## YOUR ASSIGNMENT
Return only those lines of the listing that hold the word "image".

## RECORDS FOR PROCESSING
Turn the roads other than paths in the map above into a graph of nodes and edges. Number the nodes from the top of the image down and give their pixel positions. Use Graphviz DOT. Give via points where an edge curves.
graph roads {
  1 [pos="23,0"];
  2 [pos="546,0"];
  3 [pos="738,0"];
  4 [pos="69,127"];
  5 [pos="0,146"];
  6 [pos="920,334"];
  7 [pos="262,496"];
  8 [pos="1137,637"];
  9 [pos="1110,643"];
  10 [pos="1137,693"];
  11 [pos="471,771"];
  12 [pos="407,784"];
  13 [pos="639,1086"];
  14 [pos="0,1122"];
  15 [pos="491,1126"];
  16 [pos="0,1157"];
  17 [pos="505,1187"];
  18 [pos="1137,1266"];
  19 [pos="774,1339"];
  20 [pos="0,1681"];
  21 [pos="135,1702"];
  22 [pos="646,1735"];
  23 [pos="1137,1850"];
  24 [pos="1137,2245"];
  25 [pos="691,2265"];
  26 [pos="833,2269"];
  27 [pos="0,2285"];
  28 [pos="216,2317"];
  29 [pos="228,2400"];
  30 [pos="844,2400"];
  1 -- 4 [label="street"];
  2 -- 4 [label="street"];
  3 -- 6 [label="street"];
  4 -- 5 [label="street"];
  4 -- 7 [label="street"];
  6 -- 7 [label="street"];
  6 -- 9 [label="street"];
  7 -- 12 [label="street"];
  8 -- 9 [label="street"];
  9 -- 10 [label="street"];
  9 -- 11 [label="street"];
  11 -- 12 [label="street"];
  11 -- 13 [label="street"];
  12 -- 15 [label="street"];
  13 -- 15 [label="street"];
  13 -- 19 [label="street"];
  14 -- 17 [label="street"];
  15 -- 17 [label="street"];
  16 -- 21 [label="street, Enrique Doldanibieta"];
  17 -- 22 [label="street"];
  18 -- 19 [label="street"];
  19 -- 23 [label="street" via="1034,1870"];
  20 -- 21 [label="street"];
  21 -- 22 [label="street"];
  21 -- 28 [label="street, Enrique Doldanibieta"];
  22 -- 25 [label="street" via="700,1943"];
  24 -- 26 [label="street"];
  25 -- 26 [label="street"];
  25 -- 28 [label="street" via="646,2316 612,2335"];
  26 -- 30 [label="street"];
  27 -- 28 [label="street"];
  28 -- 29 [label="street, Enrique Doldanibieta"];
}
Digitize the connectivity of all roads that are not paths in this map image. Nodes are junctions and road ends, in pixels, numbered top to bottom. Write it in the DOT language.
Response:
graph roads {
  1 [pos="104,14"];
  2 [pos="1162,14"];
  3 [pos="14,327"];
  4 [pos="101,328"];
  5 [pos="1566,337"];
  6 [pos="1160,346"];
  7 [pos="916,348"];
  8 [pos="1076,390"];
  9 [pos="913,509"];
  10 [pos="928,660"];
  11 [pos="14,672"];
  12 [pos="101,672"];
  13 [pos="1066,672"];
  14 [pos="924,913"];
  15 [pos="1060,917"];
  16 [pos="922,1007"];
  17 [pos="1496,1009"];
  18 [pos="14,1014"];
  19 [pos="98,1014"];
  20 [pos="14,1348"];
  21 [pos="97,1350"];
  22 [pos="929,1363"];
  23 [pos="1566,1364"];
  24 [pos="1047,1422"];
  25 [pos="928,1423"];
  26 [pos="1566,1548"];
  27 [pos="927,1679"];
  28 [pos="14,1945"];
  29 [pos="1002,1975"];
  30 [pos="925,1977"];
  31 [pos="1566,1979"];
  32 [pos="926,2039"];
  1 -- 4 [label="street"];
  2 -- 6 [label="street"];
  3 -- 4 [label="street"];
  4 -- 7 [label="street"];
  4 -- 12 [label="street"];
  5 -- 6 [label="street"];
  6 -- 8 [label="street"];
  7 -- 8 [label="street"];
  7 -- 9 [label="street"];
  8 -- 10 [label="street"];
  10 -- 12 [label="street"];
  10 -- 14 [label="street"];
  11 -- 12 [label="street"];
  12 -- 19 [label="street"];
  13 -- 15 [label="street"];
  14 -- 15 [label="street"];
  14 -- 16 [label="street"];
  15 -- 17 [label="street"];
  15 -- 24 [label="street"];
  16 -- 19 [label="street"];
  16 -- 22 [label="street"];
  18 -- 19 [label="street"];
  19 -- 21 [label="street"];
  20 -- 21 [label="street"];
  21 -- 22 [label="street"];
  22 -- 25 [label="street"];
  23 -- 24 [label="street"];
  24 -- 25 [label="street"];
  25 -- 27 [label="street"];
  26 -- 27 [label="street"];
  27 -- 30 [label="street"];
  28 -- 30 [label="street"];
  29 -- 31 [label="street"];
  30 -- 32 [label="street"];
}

## EXERCISE RESPONSE
Turn the roads other than paths in the map above into a graph of nodes and edges. Number the nodes from the top of the image down and give their pixel positions. Use Graphviz DOT. Give via points where an edge curves.
Digitize the connectivity of all roads that are not paths in this map image. Nodes are junctions and road ends, in pixels, numbered top to bottom. Write it in the DOT language.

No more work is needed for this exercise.